Comment analysez-vous le résultat de la votation à la Chambre des députés ?
João Paulo Rodrigues – C’est un résultat assez compliqué, parce qu’il représente une aberration du point de vue juridique et un affront du point de vue politique. Ce qui signifie que l’ensemble des forces de gauche et progressistes vont devoir agir immédiatement, dans le sens de bloquer cette votation au Sénat. Si le Sénat approuve la destitution de Dilma Rousseff, nous devrons préparer un mouvement de désobéissance civile et refuser de reconnaître le gouvernement Temer au cours des prochains six mois, qui est le temps que durerait l’éloignement de la présidente Dilma Rousseff.
Mais le principal, au-delà de nos tâches urgentes, est d’expliquer cela à notre base et profiter de ce moment pour réaliser un cours collectif sur la manière dont fonctionne le Congrès national, sur ce qu’est la manipulation, et sur les potentialités et les perspectives des forces politiques de gauche. Au-delà de la frustration, ce dimanche nous a laissé de nombreux exemples pédagogiques et leçons utiles pour l’ensemble des travailleurs.
Quelles sont les prochaines étapes?
Il y en a plusieurs. La première est de maintenir la force des unions de la gauche organisées par le Front Brésil Populaire et le Front Peuple sans peur. Le deuxième est de planifier ce que nous allons faire durant la prochaine période en tant que militants, en lien avec notre base. La dernière est d’organiser des manifestations impliquant les divers mouvements sociaux de la campagne et de la ville, spécialement en vue du 1er mai. Nous allons faire de grandes mobilisations et réaliser une démonstration de force contre les partisans du coup d’Etat.

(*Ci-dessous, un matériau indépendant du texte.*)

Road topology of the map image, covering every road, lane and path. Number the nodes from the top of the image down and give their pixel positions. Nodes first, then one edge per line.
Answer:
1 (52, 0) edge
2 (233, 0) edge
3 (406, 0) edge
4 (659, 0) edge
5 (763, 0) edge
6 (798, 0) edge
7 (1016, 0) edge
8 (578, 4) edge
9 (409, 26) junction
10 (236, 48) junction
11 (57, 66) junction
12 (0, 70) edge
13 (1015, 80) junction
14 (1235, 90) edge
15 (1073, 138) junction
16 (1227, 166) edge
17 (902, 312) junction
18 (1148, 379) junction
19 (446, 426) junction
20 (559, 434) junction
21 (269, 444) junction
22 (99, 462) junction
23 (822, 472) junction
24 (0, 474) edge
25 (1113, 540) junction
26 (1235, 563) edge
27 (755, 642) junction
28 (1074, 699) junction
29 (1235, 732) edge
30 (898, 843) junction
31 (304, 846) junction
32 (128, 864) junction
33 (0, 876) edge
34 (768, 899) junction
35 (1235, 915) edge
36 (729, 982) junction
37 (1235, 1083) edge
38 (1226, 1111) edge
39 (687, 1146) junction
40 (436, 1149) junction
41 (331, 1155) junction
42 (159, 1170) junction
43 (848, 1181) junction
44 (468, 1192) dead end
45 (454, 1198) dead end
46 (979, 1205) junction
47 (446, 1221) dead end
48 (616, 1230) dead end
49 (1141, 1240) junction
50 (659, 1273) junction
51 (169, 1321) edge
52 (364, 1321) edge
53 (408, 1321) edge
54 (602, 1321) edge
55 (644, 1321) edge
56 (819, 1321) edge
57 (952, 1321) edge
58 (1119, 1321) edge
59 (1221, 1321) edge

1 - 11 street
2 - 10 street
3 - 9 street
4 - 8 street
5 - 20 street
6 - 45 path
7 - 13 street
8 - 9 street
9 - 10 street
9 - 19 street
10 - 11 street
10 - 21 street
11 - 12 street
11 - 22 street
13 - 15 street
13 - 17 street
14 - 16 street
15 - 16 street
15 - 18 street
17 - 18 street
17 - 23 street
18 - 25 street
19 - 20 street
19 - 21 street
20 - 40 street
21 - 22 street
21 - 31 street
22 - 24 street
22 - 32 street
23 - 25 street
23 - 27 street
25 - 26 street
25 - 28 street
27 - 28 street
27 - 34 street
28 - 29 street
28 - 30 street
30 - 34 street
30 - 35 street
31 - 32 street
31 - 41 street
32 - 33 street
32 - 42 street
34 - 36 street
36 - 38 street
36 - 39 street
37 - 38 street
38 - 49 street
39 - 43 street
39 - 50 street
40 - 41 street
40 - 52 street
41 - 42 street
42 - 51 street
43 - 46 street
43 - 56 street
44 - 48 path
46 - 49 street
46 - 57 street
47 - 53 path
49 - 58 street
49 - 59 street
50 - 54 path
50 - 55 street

Que dites-vous aux personnes qui sont tristes, pensant qu’elles ont subi une défaite?
Je pense que notre première tâche est de commencer à faire du travail de base. Organiser nos groupes contre le coup d’Etat, faire partie du Front Brésil Populaire et participer à d’autres organisations. Il ne faut jamais rester seul dans un moment comme celui-ci. La deuxième priorité est de ne pas tomber dans les provocations de la droite, qui seront nombreuses. La droite va avoir plus de problèmes que nous à résoudre dans la prochaine période.
Je pense que nous allons, au cours de la période qui s’ouvre, accumuler des forces de manière collective, mais qu’il n’y aura pas d’issues individuelles. Les issues ne peuvent être que collectives. Pour cela, il est très important que nous disposions d’espaces collectifs dans lesquels nous puissions prendre des décisions et, en même temps, que nous construisions des actions unifiées, dans les campagnes comme les villes.
Pensez-vous qu’un nouveau cadre historique de mobilisation s’ouvre au Brésil ?
Sans aucun doute. Je pense que nous allons sortir de ce début de lutte contre le coup d’Etat avec une perspective que nous ne voyions plus depuis plus de 20, voire 30 ans. Notre génération est convoquée à construire, très vite, des actions, des luttes, de l’agitation et de la propagande, à prendre des décisions politiques. Du point de vue politique, nous allons assister à une remontée des luttes populaires, ce que nous n’avions pas jusqu’à présent. Et cela va nous donner de nombreuses tâches collectives à réaliser dans la prochaine période.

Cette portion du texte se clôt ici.